Clack: What, exactly, is harming students? It’s not Gandhi or CRT

San Antonio Express-News

Sep. 2, 2022

In the 2010 movie “Tooth Fairy,” action superstar, Dwayne “The Rock” Johnson plays a minor league hockey player who, after sprouting wings one night and becoming a tooth fairy, confronts the head tooth fairy, played by Julie Andrews, to protest. (I felt silly writing that sentence.)

The Rock’s character asks, “Who’s above you? Gandhi? Who do I talk to?”

Until last week, that was the only connection I was aware of between Mohandas K. Gandhi, the Indian leader who is history’s greatest thinker and practitioner of nonviolence, and the tooth fairy, the magical being who exchanges cash for fallen teeth.

At a Texas State Board of Education meeting about the social studies curriculum for K-12 students, the mother of a student was worried about her child learning about that infamous symbol of critical race theory: Gandhi.

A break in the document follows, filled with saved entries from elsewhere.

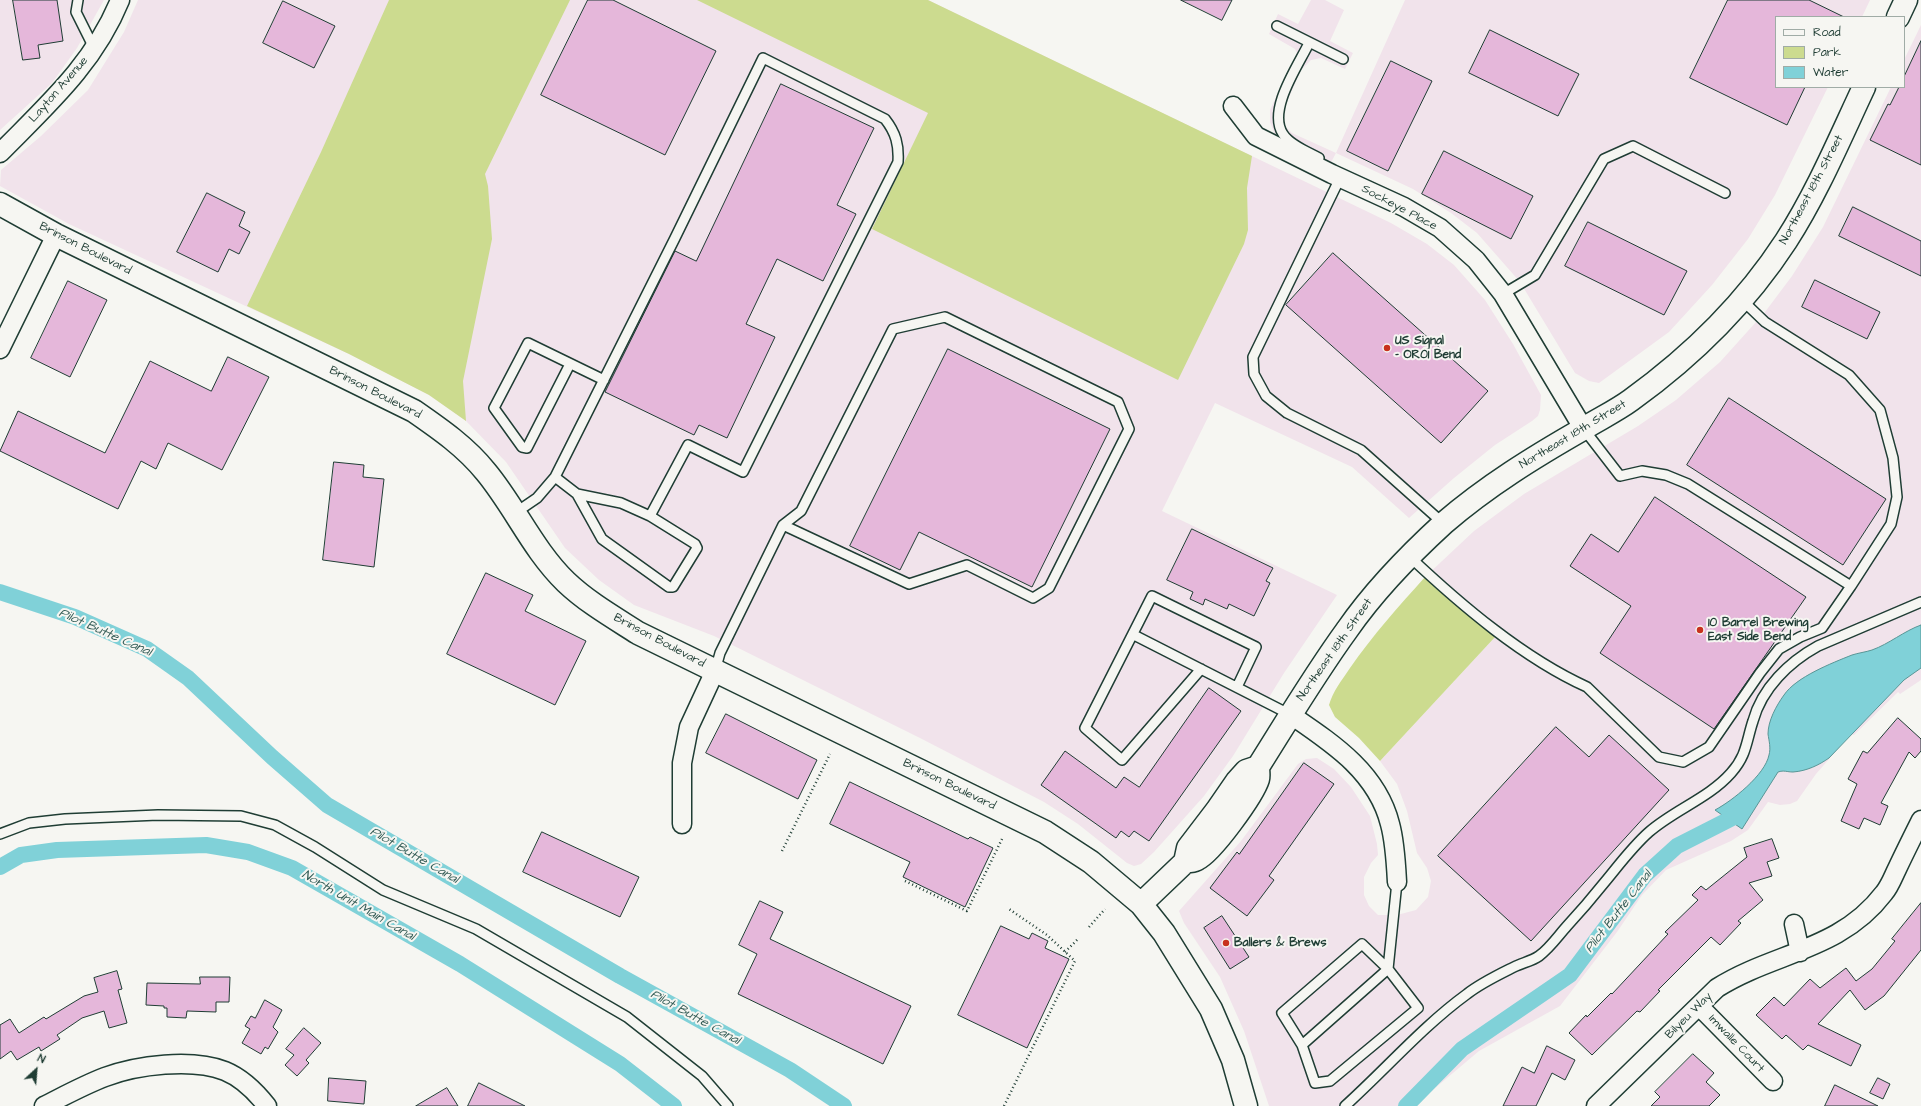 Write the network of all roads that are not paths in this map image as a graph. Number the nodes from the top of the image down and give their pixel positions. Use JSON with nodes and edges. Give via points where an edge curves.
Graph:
{"nodes":[{"id":1,"x":78,"y":0,"type":"edge"},
{"id":2,"x":120,"y":0,"type":"edge"},
{"id":3,"x":1906,"y":0,"type":"edge"},
{"id":4,"x":1898,"y":16,"type":"edge"},
{"id":5,"x":1277,"y":26,"type":"dead end"},
{"id":6,"x":1309,"y":43,"type":"junction"},
{"id":7,"x":94,"y":48,"type":"junction"},
{"id":8,"x":1343,"y":59,"type":"dead end"},
{"id":9,"x":1864,"y":88,"type":"edge"},
{"id":10,"x":1233,"y":106,"type":"dead end"},
{"id":11,"x":0,"y":153,"type":"edge"},
{"id":12,"x":1336,"y":176,"type":"junction"},
{"id":13,"x":1725,"y":193,"type":"dead end"},
{"id":14,"x":0,"y":204,"type":"edge"},
{"id":15,"x":56,"y":235,"type":"junction"},
{"id":16,"x":1503,"y":294,"type":"junction"},
{"id":17,"x":1741,"y":300,"type":"junction"},
{"id":18,"x":0,"y":348,"type":"edge"},
{"id":19,"x":570,"y":364,"type":"junction"},
{"id":20,"x":604,"y":380,"type":"junction"},
{"id":21,"x":1583,"y":428,"type":"junction"},
{"id":22,"x":554,"y":477,"type":"junction"},
{"id":23,"x":577,"y":494,"type":"junction"},
{"id":24,"x":515,"y":513,"type":"junction"},
{"id":25,"x":650,"y":516,"type":"junction"},
{"id":26,"x":1444,"y":524,"type":"junction"},
{"id":27,"x":783,"y":525,"type":"junction"},
{"id":28,"x":1410,"y":557,"type":"junction"},
{"id":29,"x":1850,"y":586,"type":"junction"},
{"id":30,"x":1921,"y":602,"type":"edge"},
{"id":31,"x":1134,"y":635,"type":"junction"},
{"id":32,"x":1201,"y":669,"type":"junction"},
{"id":33,"x":715,"y":670,"type":"junction"},
{"id":34,"x":1237,"y":687,"type":"junction"},
{"id":35,"x":1291,"y":715,"type":"junction"},
{"id":36,"x":1921,"y":820,"type":"edge"},
{"id":37,"x":682,"y":824,"type":"dead end"},
{"id":38,"x":0,"y":834,"type":"edge"},
{"id":39,"x":1914,"y":850,"type":"edge"},
{"id":40,"x":1398,"y":882,"type":"joint"},
{"id":41,"x":1141,"y":904,"type":"junction"},
{"id":42,"x":1794,"y":924,"type":"dead end"},
{"id":43,"x":1800,"y":952,"type":"junction"},
{"id":44,"x":1388,"y":969,"type":"junction"},
{"id":45,"x":1700,"y":1006,"type":"junction"},
{"id":46,"x":1302,"y":1045,"type":"junction"},
{"id":47,"x":1773,"y":1081,"type":"dead end"},
{"id":48,"x":44,"y":1106,"type":"edge"},
{"id":49,"x":267,"y":1106,"type":"edge"},
{"id":50,"x":728,"y":1106,"type":"edge"},
{"id":51,"x":1246,"y":1106,"type":"edge"},
{"id":52,"x":1345,"y":1106,"type":"edge"},
{"id":53,"x":1596,"y":1106,"type":"edge"}],
"edges":[{"from":1,"to":7,"type":"lane","via":[[76,12]]},
{"from":2,"to":7,"type":"street","name":"Layton Avenue","via":[[111,22]]},
{"from":3,"to":4,"type":"street"},
{"from":5,"to":6,"type":"lane"},
{"from":6,"to":8,"type":"lane"},
{"from":6,"to":12,"type":"lane","via":[[1280,102],[1277,119],[1282,134],[1289,141],[1326,162]]},
{"from":7,"to":11,"type":"street","name":"Layton Avenue","via":[[48,106]]},
{"from":9,"to":17,"type":"street","name":"Northeast 18th Street","via":[[1787,239]]},
{"from":10,"to":12,"type":"street","name":"Sockeye Place","via":[[1256,136]]},
{"from":12,"to":16,"type":"street","name":"Sockeye Place","via":[[1440,228],[1476,260]]},
{"from":12,"to":26,"type":"lane","via":[[1254,358],[1254,374],[1266,396],[1287,413],[1361,450]]},
{"from":13,"to":16,"type":"lane","via":[[1633,146],[1604,159],[1535,275]]},
{"from":14,"to":15,"type":"street","name":"Brinson Boulevard"},
{"from":15,"to":18,"type":"street"},
{"from":15,"to":24,"type":"street","name":"Brinson Boulevard","via":[[414,411],[450,436],[486,471]]},
{"from":16,"to":21,"type":"street","name":"Sockeye Place"},
{"from":17,"to":21,"type":"street","name":"Northeast 18th Street","via":[[1712,333],[1676,366],[1629,402]]},
{"from":17,"to":29,"type":"lane","via":[[1765,322],[1849,375],[1880,410],[1893,458],[1897,497],[1891,524]]},
{"from":19,"to":19,"type":"lane","via":[[528,343],[494,408],[522,447],[527,448]]},
{"from":19,"to":20,"type":"lane"},
{"from":20,"to":22,"type":"lane"},
{"from":20,"to":25,"type":"lane","via":[[763,58],[885,119],[892,128],[898,144],[898,162],[743,472],[688,446]]},
{"from":21,"to":26,"type":"street","name":"Northeast 18th Street","via":[[1504,476]]},
{"from":21,"to":29,"type":"lane","via":[[1620,476],[1642,471],[1666,475],[1688,484]]},
{"from":22,"to":23,"type":"lane"},
{"from":22,"to":24,"type":"lane","via":[[537,498]]},
{"from":23,"to":25,"type":"lane","via":[[621,503]]},
{"from":23,"to":25,"type":"lane","via":[[602,539],[669,587],[673,587],[697,548],[695,544]]},
{"from":24,"to":33,"type":"street","name":"Brinson Boulevard","via":[[543,555],[566,582],[594,605],[638,633]]},
{"from":26,"to":28,"type":"street","name":"Northeast 18th Street"},
{"from":27,"to":27,"type":"lane","via":[[801,511],[893,329],[945,317],[1118,402],[1129,429],[1049,588],[1034,598],[967,565],[909,584]]},
{"from":27,"to":33,"type":"lane","via":[[720,653]]},
{"from":28,"to":29,"type":"lane","via":[[1512,643],[1587,687],[1659,757],[1684,762],[1709,748],[1779,649],[1822,628]]},
{"from":28,"to":35,"type":"street","name":"Northeast 18th Street","via":[[1374,595],[1348,628]]},
{"from":30,"to":52,"type":"lane","via":[[1818,646],[1789,666],[1773,682],[1762,700],[1753,719],[1743,758],[1730,774],[1706,794],[1650,831],[1633,847],[1593,897],[1538,956],[1467,993]]},
{"from":31,"to":32,"type":"lane"},
{"from":31,"to":32,"type":"lane","via":[[1085,728],[1122,760]]},
{"from":31,"to":34,"type":"lane","via":[[1152,596],[1256,647]]},
{"from":32,"to":34,"type":"lane"},
{"from":33,"to":37,"type":"street","via":[[689,727],[682,763]]},
{"from":33,"to":41,"type":"street","name":"Brinson Boulevard","via":[[1045,832],[1091,862]]},
{"from":34,"to":35,"type":"lane"},
{"from":35,"to":40,"type":"street","via":[[1335,745],[1368,779],[1382,802],[1390,824]]},
{"from":35,"to":41,"type":"street","name":"Northeast 18th Street","via":[[1258,767],[1255,786],[1235,817],[1205,853],[1197,859],[1185,862]]},
{"from":36,"to":39,"type":"street","name":"Bilyeu Way"},
{"from":38,"to":50,"type":"lane","via":[[29,823],[158,815],[241,816],[275,825],[383,890],[476,928],[627,1017],[702,1076]]},
{"from":39,"to":43,"type":"street","name":"Bilyeu Way","via":[[1863,918],[1838,935]]},
{"from":40,"to":44,"type":"lane"},
{"from":41,"to":51,"type":"street","name":"Brinson Boulevard","via":[[1164,933],[1211,1009],[1233,1060]]},
{"from":42,"to":43,"type":"street"},
{"from":43,"to":45,"type":"street","name":"Bilyeu Way","via":[[1737,975],[1717,988]]},
{"from":44,"to":46,"type":"lane"},
{"from":44,"to":46,"type":"lane","via":[[1362,944],[1282,1013]]},
{"from":44,"to":46,"type":"lane","via":[[1418,1008],[1330,1081],[1315,1083]]},
{"from":45,"to":47,"type":"street","name":"Imwalle Court"},
{"from":45,"to":53,"type":"street","name":"Bilyeu Way"},
{"from":48,"to":49,"type":"street","via":[[105,1077],[155,1065],[188,1064],[225,1071],[253,1090]]}]} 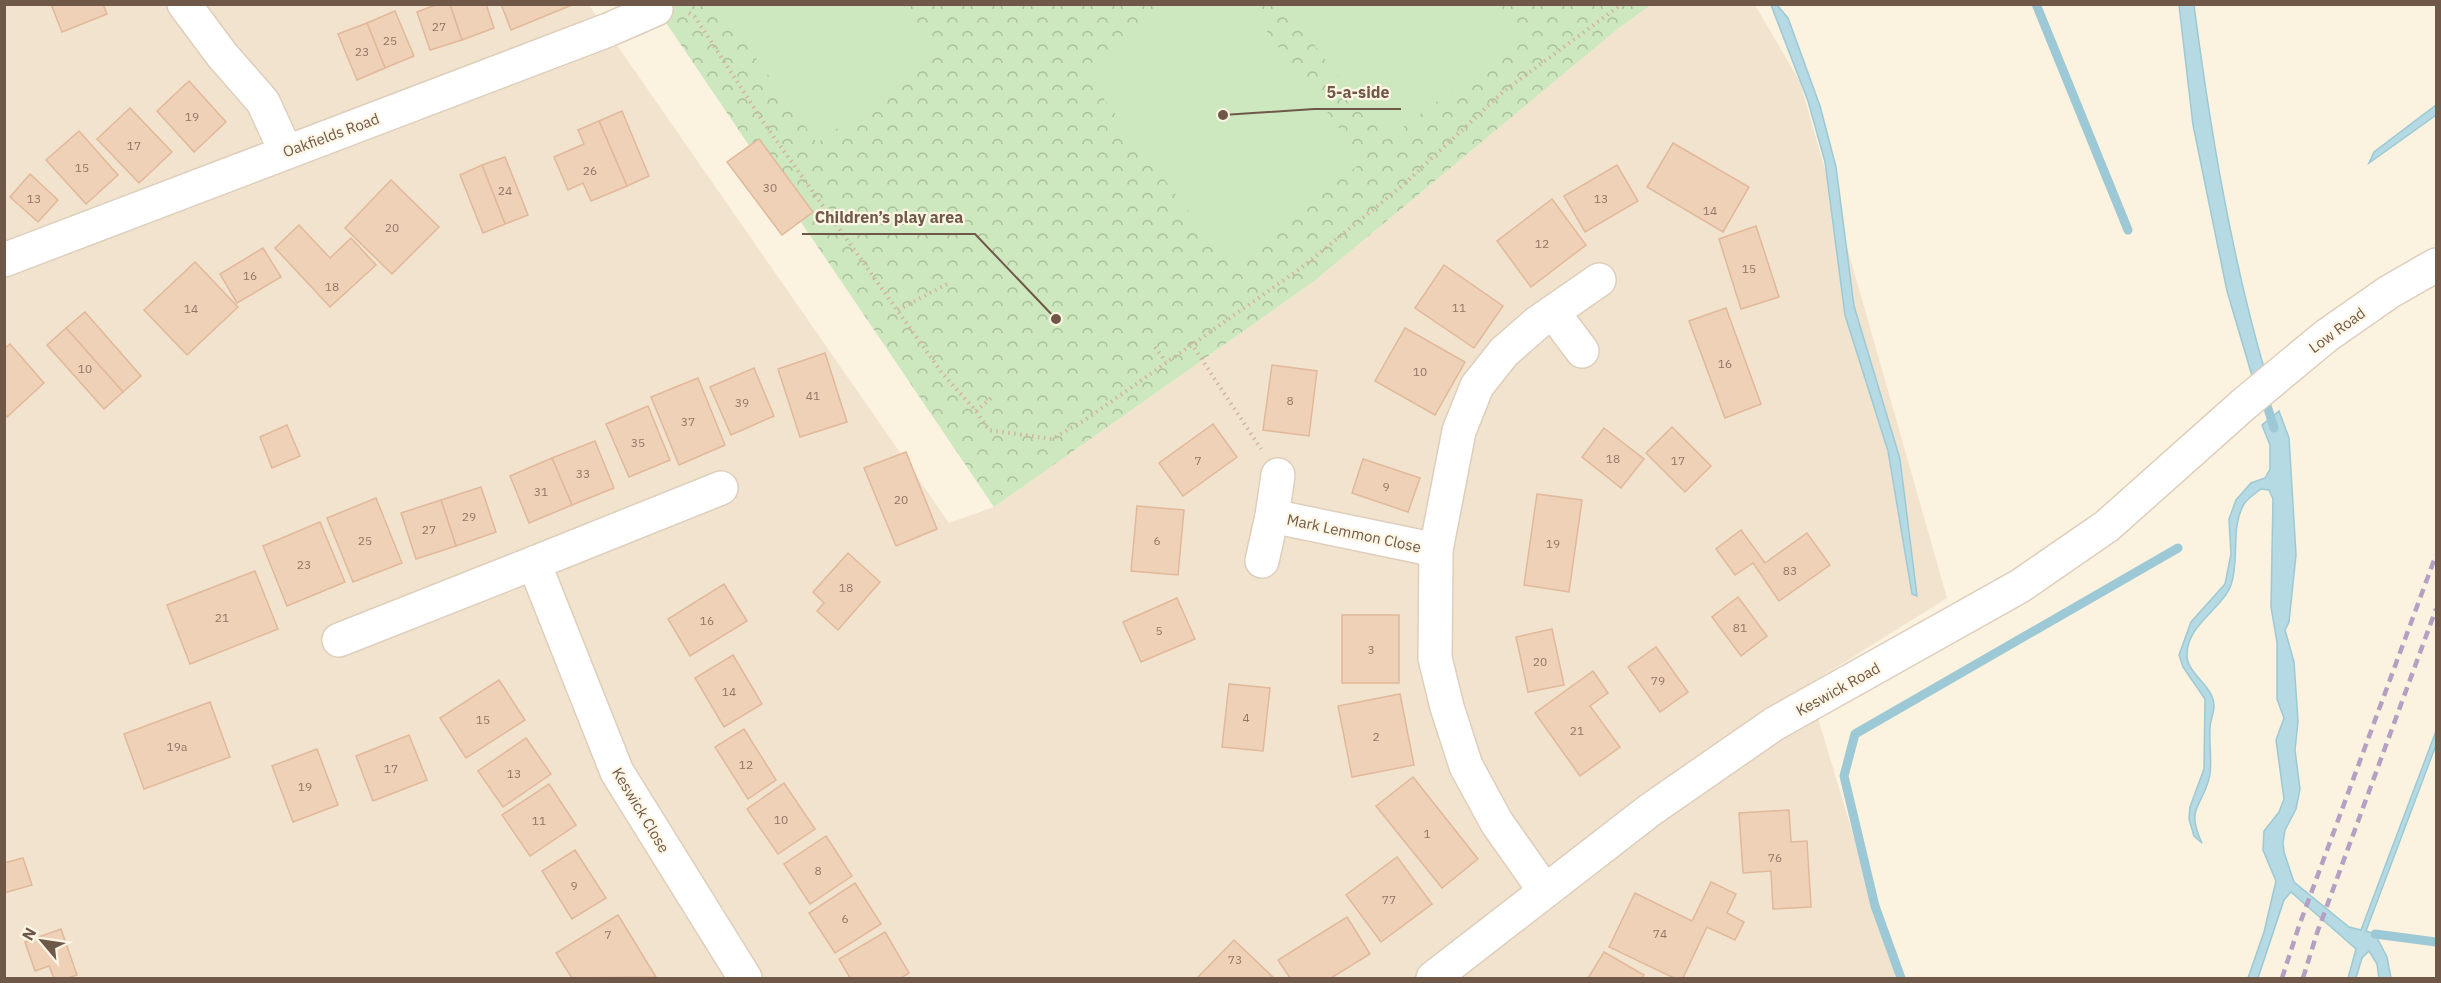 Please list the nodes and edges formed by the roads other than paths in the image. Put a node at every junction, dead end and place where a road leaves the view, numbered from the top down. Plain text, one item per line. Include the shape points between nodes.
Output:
1 (184, 4) edge
2 (671, 10) road end
3 (617, 15) edge
4 (286, 152) junction
5 (4, 260) edge
6 (2436, 265) edge
7 (1599, 280) dead end
8 (1553, 312) junction
9 (1582, 351) dead end
10 (2244, 404) joint
11 (1278, 475) road end
12 (721, 488) dead end
13 (1272, 516) junction
14 (1436, 550) junction
15 (1262, 561) dead end
16 (534, 562) junction
17 (339, 640) dead end
18 (1545, 891) junction
19 (745, 978) edge
20 (1433, 978) edge

1 - 4 street via 263,102
2 - 3 street, Oakfields Road
3 - 4 street, Oakfields Road
4 - 5 street, Oakfields Road
6 - 10 street, Low Road via 2326,336
7 - 8 street, Mark Lemmon Close
8 - 9 street
8 - 14 street, Mark Lemmon Close via 1504,352 1477,386 1459,431
10 - 18 street, Keswick Road via 2107,526 2020,586 1774,724 1650,810
11 - 13 street, Mark Lemmon Close
12 - 16 street
13 - 14 street, Mark Lemmon Close
13 - 15 street, Mark Lemmon Close
14 - 18 street, Mark Lemmon Close via 1435,658 1453,727 1466,766 1497,823
16 - 17 street
16 - 19 street, Keswick Close via 617,772
18 - 20 street, Keswick Road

“This revision wants to teach a first grader who is still putting notes to the tooth fairy under her pillow about following Gandhi’s lead to a peaceful protest,” said the mother, identified as Jenna. “A first grader! CRT is already rampant and baked into our curriculum, and we don’t want to be good little global citizens where our borders are considered a military zone.”

I don’t have the space to unpack all she has managed to fold into that statement. Nor am I the best person to turn to if you don’t want American children learning about world historical figures from other countries.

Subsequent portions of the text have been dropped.